(Problem to work on): Scan the entries below for "middle" and copy each line that holds it.
▼
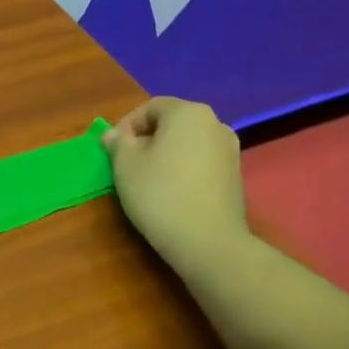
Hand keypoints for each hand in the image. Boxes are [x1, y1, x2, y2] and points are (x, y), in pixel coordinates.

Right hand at [103, 98, 251, 282]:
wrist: (208, 241)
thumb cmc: (159, 194)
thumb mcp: (124, 165)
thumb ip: (118, 143)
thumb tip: (113, 135)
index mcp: (188, 112)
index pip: (150, 107)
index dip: (127, 125)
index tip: (113, 149)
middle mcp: (215, 123)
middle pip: (172, 123)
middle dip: (147, 139)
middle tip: (127, 164)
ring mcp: (230, 150)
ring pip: (188, 143)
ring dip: (166, 154)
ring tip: (148, 179)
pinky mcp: (235, 175)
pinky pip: (201, 162)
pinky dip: (183, 169)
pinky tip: (171, 192)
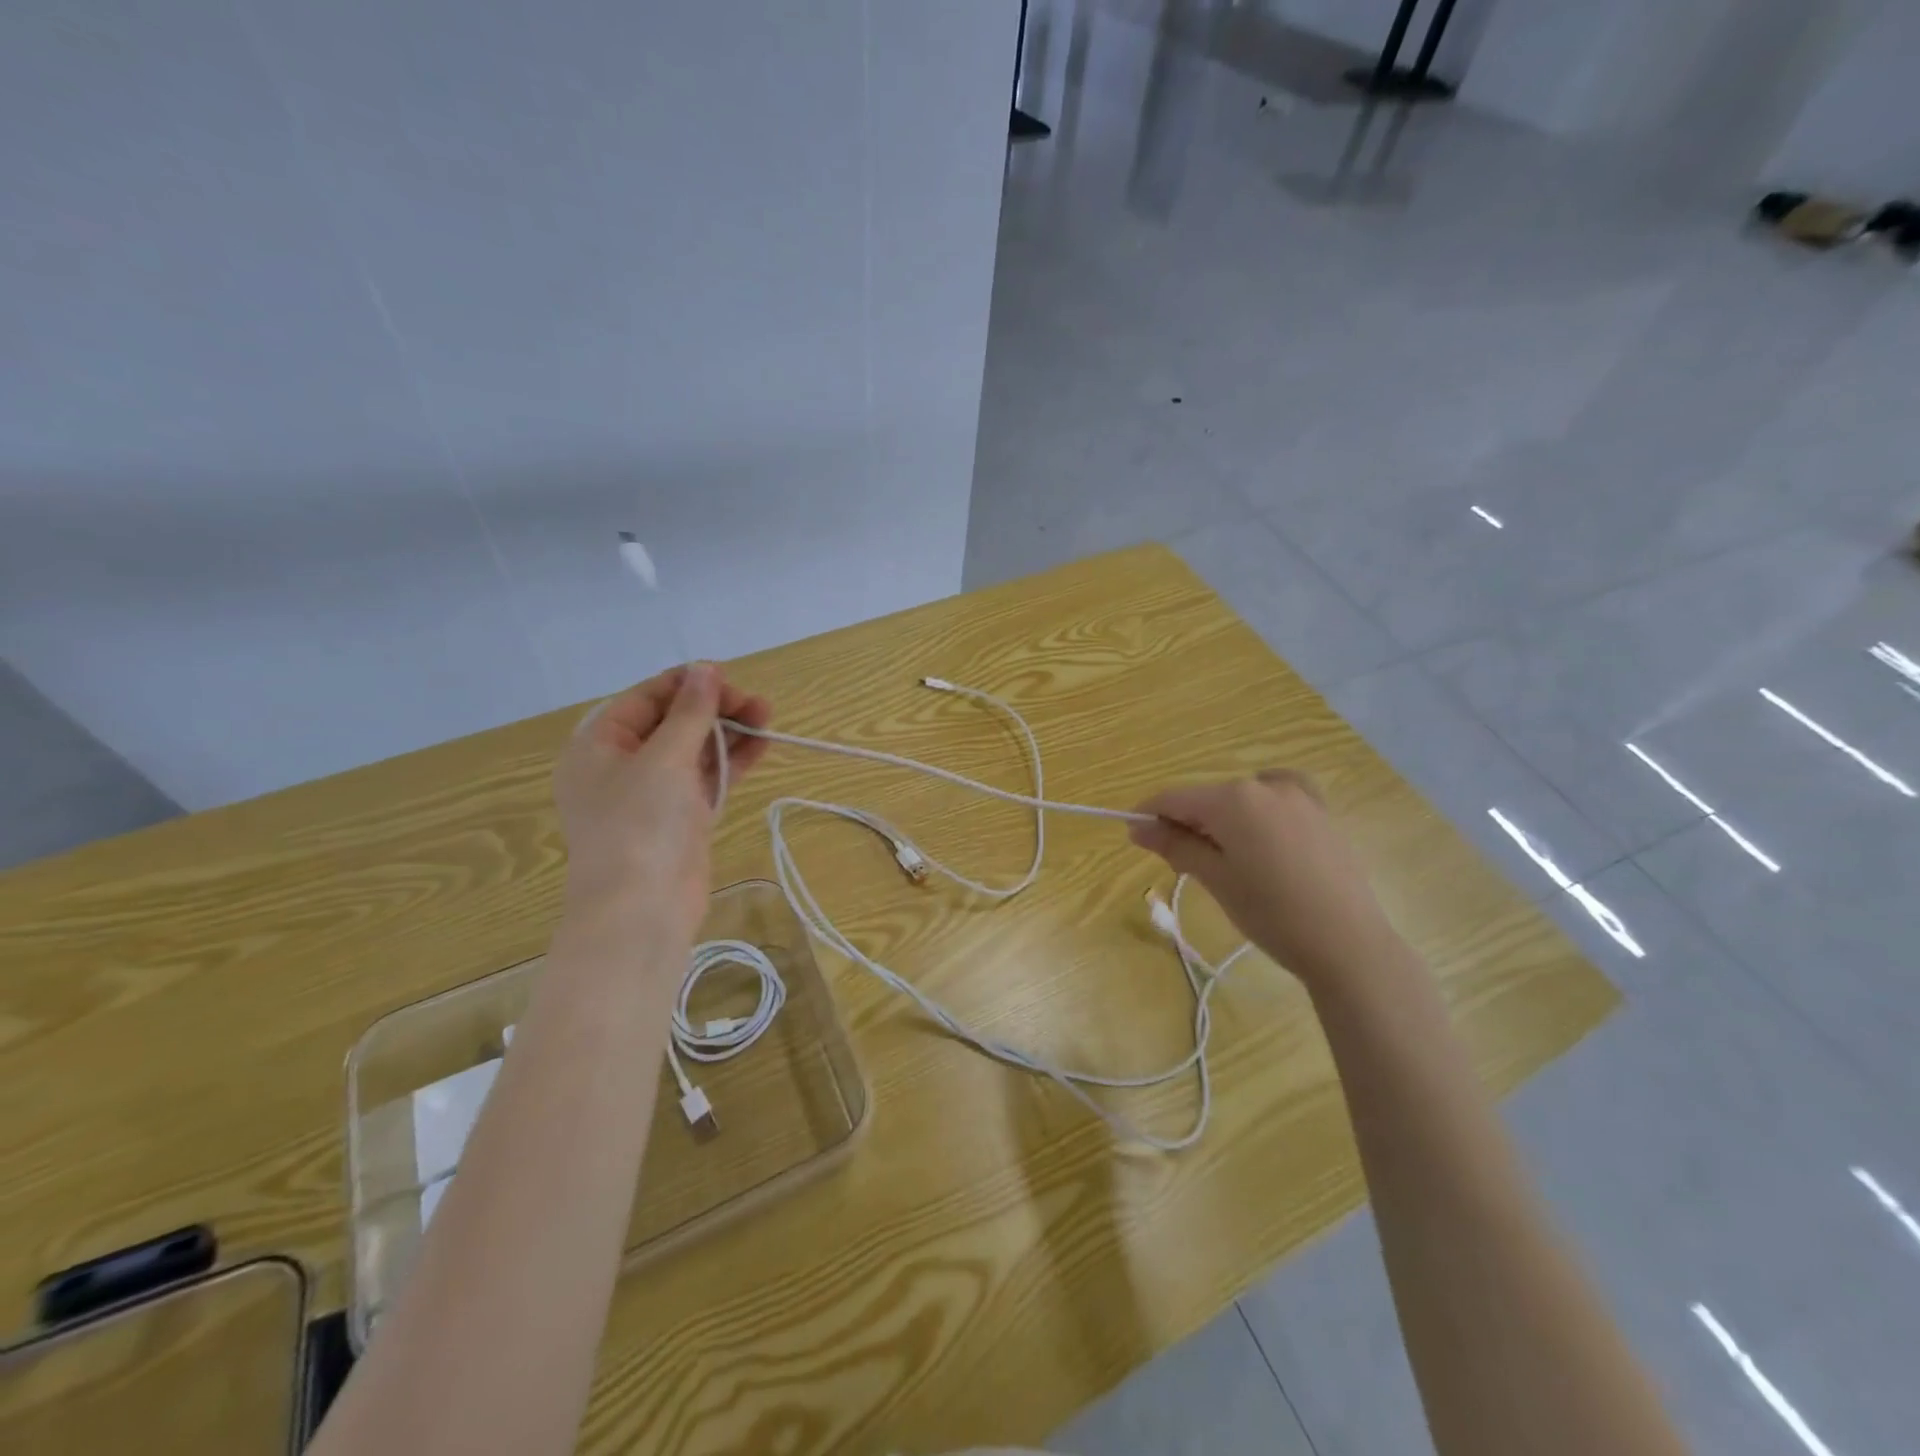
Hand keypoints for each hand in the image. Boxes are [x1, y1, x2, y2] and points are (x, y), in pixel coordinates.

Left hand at [553, 663, 771, 942]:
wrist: (641, 912)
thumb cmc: (640, 826)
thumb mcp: (664, 758)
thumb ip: (689, 712)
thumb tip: (705, 668)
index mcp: (600, 744)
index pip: (647, 698)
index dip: (688, 684)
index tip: (730, 678)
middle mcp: (623, 764)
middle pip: (673, 721)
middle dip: (715, 709)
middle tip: (757, 705)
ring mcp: (653, 793)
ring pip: (694, 749)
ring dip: (729, 732)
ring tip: (767, 718)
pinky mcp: (681, 817)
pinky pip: (707, 777)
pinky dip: (731, 761)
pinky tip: (761, 745)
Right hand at [1129, 770, 1397, 992]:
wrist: (1347, 943)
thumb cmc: (1271, 912)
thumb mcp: (1215, 879)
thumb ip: (1175, 845)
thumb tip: (1137, 827)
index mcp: (1232, 799)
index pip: (1175, 798)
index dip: (1150, 814)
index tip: (1136, 837)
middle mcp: (1263, 786)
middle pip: (1208, 798)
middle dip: (1187, 824)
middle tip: (1182, 866)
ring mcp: (1298, 796)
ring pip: (1241, 799)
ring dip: (1222, 821)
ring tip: (1225, 861)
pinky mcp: (1322, 812)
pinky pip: (1279, 797)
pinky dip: (1260, 808)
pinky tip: (1262, 828)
▲
(Response area):
middle mcp: (215, 123)
middle pip: (172, 123)
middle dip: (147, 139)
middle tip: (127, 164)
middle mcp: (623, 764)
middle pip: (673, 721)
middle dip: (715, 709)
middle tip: (757, 705)
middle mcp: (1263, 786)
middle pip: (1208, 798)
middle dip: (1187, 824)
middle tip: (1182, 866)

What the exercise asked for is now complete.